● **Problem to work on**
Search the records for the word "list" and copy each line in which it appears.
----- Information given
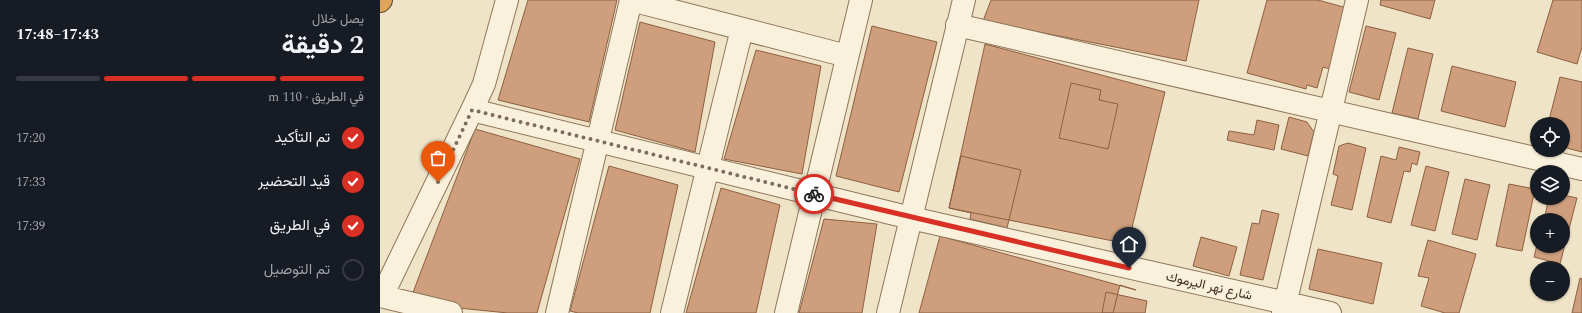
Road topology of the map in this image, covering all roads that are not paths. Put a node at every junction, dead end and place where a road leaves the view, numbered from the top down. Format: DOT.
graph roads {
  1 [pos="508,0"];
  2 [pos="631,0"];
  3 [pos="861,0"];
  4 [pos="964,0"];
  5 [pos="1357,0"];
  6 [pos="958,25"];
  7 [pos="742,29"];
  8 [pos="847,56"];
  9 [pos="472,110"];
  10 [pos="1331,110"];
  11 [pos="598,141"];
  12 [pos="708,168"];
  13 [pos="1582,169"];
  14 [pos="814,194"];
  15 [pos="911,218"];
  16 [pos="381,296"];
  17 [pos="1284,308"];
  18 [pos="451,313"];
  19 [pos="557,313"];
  20 [pos="672,313"];
  21 [pos="786,313"];
  22 [pos="888,313"];
  23 [pos="1330,313"];
  1 -- 9 [label="street"];
  2 -- 7 [label="street"];
  2 -- 11 [label="street"];
  3 -- 8 [label="street"];
  4 -- 6 [label="street"];
  5 -- 10 [label="street"];
  6 -- 10 [label="street"];
  6 -- 15 [label="street"];
  7 -- 8 [label="street"];
  7 -- 12 [label="street"];
  8 -- 14 [label="street"];
  9 -- 11 [label="street, شارع نهر اليرموك"];
  9 -- 16 [label="street"];
  10 -- 13 [label="street"];
  10 -- 17 [label="street"];
  11 -- 12 [label="street, شارع نهر اليرموك"];
  11 -- 19 [label="street"];
  12 -- 14 [label="street, شارع نهر اليرموك"];
  12 -- 20 [label="street"];
  14 -- 15 [label="street, شارع نهر اليرموك"];
  14 -- 21 [label="street"];
  15 -- 17 [label="street, شارع نهر اليرموك"];
  15 -- 22 [label="street"];
  16 -- 18 [label="street"];
  17 -- 23 [label="street, شارع نهر اليرموك"];
}
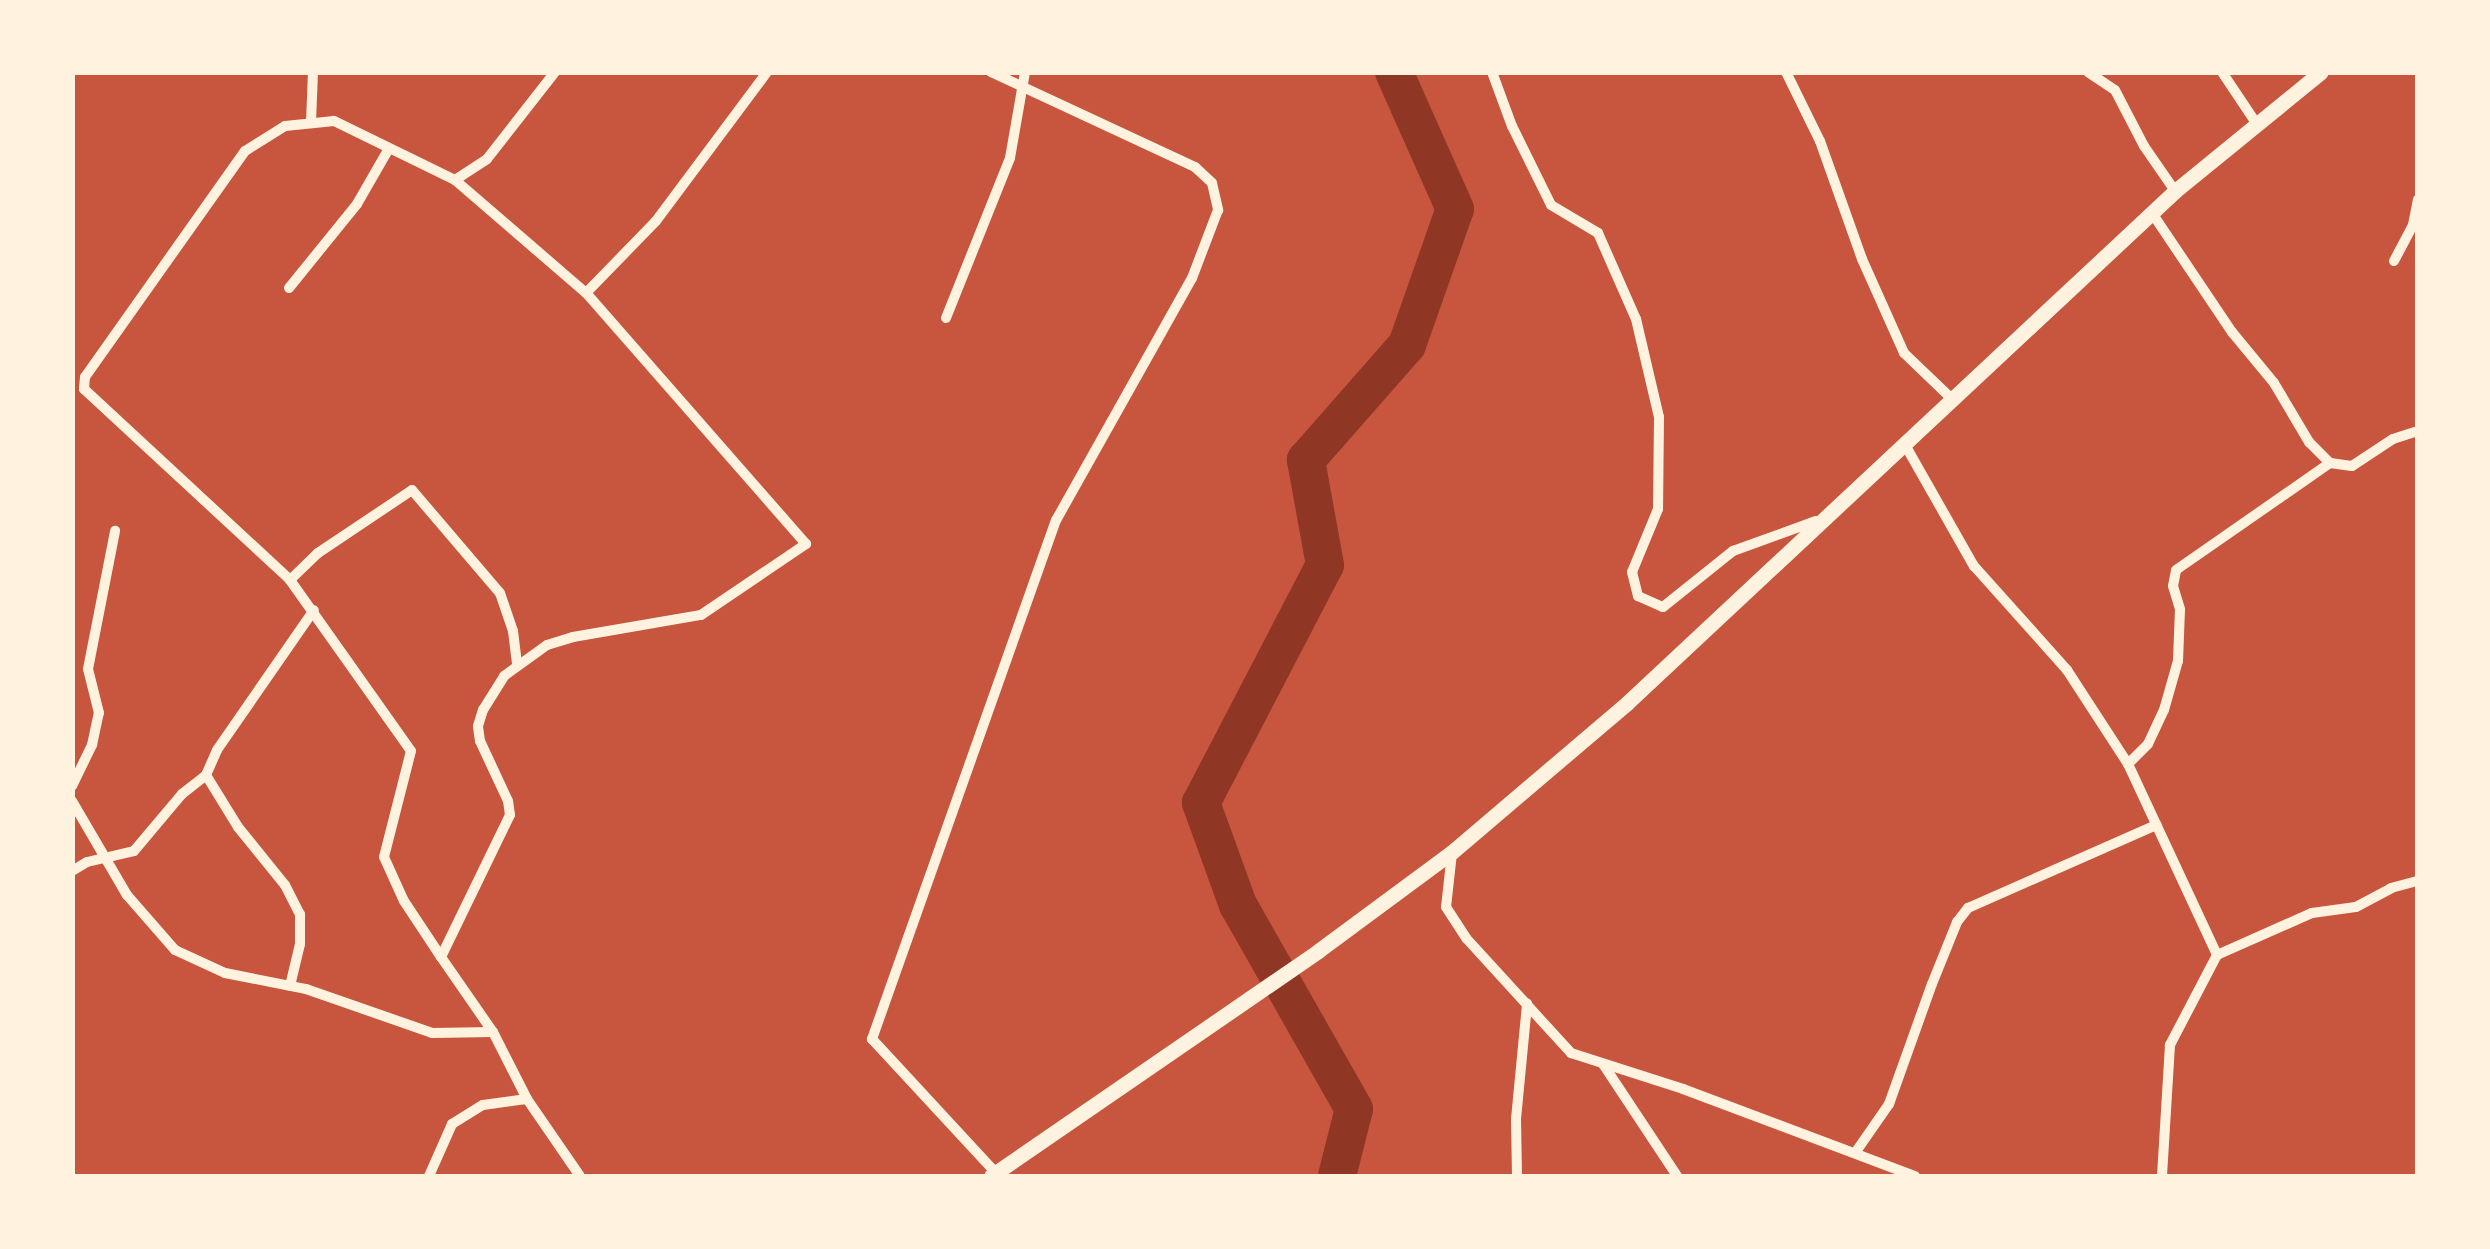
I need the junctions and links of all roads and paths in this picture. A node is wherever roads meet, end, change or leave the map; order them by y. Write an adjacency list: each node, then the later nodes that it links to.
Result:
1 (313, 72): 12 (street)
2 (555, 72): 15 (street)
3 (767, 72): 21 (street)
4 (991, 72): 11 (street)
5 (1025, 72): 11 (street)
6 (1492, 72): 27 (street)
7 (1786, 72): 23 (street)
8 (2088, 72): 16 (street)
9 (2222, 72): 13 (street)
10 (2322, 72): 13 (main road)
11 (1023, 87): 22 (street); 49 (street)
12 (311, 123): 14 (street); 29 (street)
13 (2258, 126): 16 (main road)
14 (388, 150): 15 (street); 20 (street)
15 (455, 180): 21 (street)
16 (2176, 191): 18 (main road)
17 (2418, 199): 19 (street)
18 (2152, 213): 23 (main road); 26 (street)
19 (2394, 261)
20 (288, 288)
21 (586, 292): 31 (street)
22 (946, 318)
23 (1952, 398): 25 (main road)
24 (2418, 431): 26 (street)
25 (1904, 443): 27 (main road); 32 (street)
26 (2330, 463): 32 (street)
27 (1822, 519): 37 (main road)
28 (114, 531): 34 (street)
29 (290, 580): 30 (street); 31 (street)
30 (314, 610): 33 (street); 42 (street)
31 (517, 663): 42 (street)
32 (2128, 764): 36 (street)
33 (206, 775): 38 (street); 43 (street)
34 (72, 786)
35 (72, 801): 38 (street)
36 (2156, 825): 41 (street); 48 (street)
37 (1452, 852): 44 (street); 49 (main road)
38 (108, 858): 39 (street); 43 (street)
39 (72, 871)
40 (2418, 882): 41 (street)
41 (2216, 955): 55 (street)
42 (441, 957): 45 (street)
43 (290, 986): 45 (street)
44 (1527, 1004): 46 (street); 52 (street)
45 (492, 1032): 47 (street)
46 (1602, 1063): 48 (street); 53 (street)
47 (526, 1099): 50 (street); 51 (street)
48 (1855, 1152): 54 (street)
49 (994, 1174)
50 (428, 1176)
51 (580, 1176)
52 (1517, 1176)
53 (1677, 1176)
54 (1916, 1176)
55 (2162, 1176)

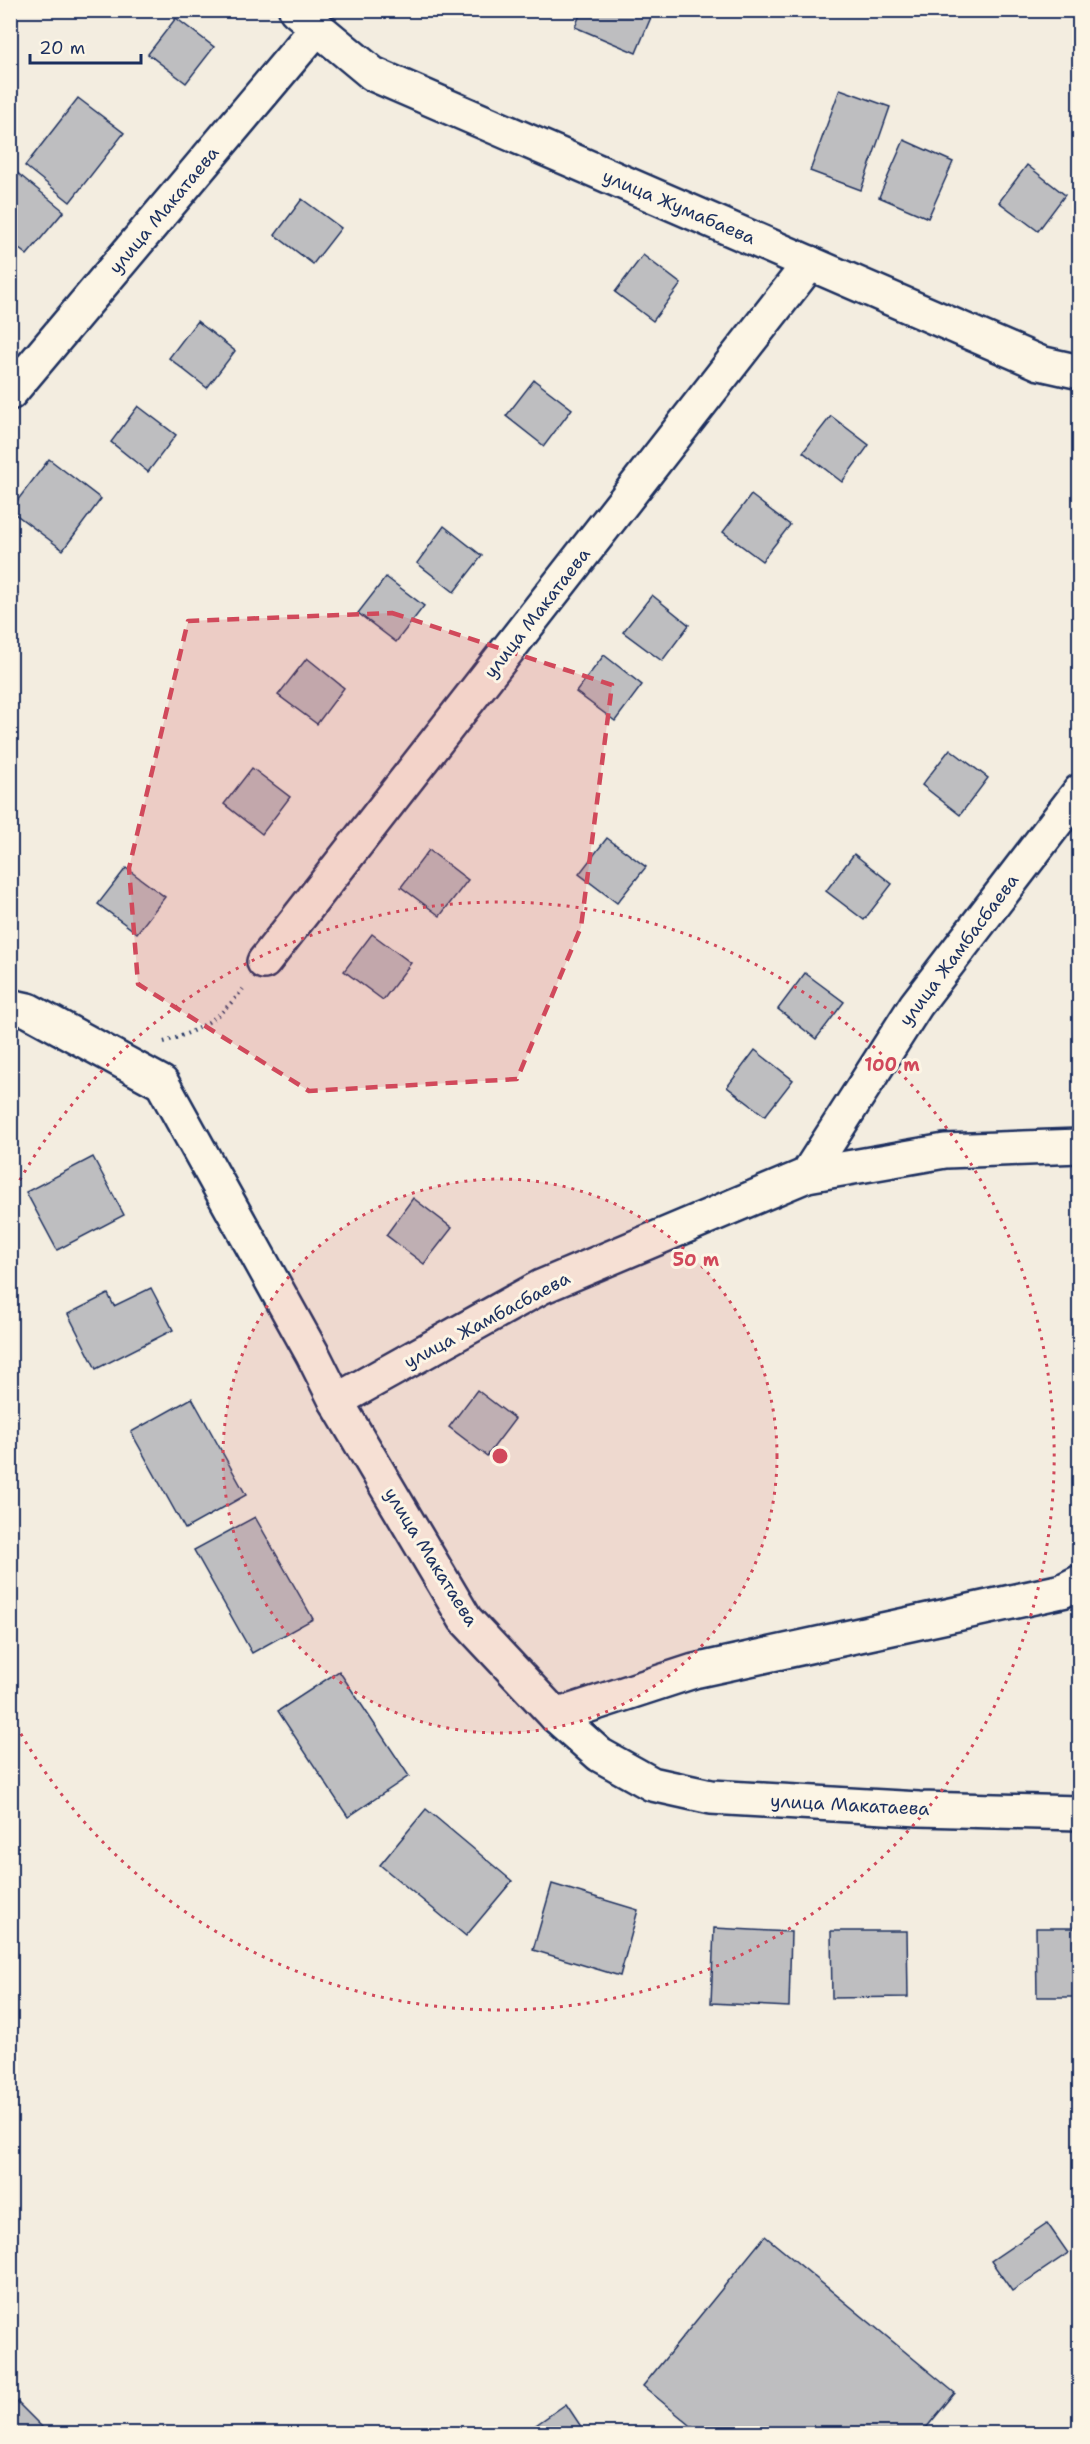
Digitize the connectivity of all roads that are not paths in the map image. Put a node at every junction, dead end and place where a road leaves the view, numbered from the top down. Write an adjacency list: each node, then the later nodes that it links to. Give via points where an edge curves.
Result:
----------
● **Solution to the problem**
I need the junctions and links of all roads and paths in this picture. A node is wherever roads meet, end, change or leave the map; order them by y. Write an adjacency list: each node, then the later nodes that it links to.
Digitize the connectivity of all roads that are not paths in the map image. Put a node at every junction, dead end and place where a road leaves the view, numbered from the top down. Write an adjacency list: each node, then the later nodes that it links to. Give via points where an edge curves.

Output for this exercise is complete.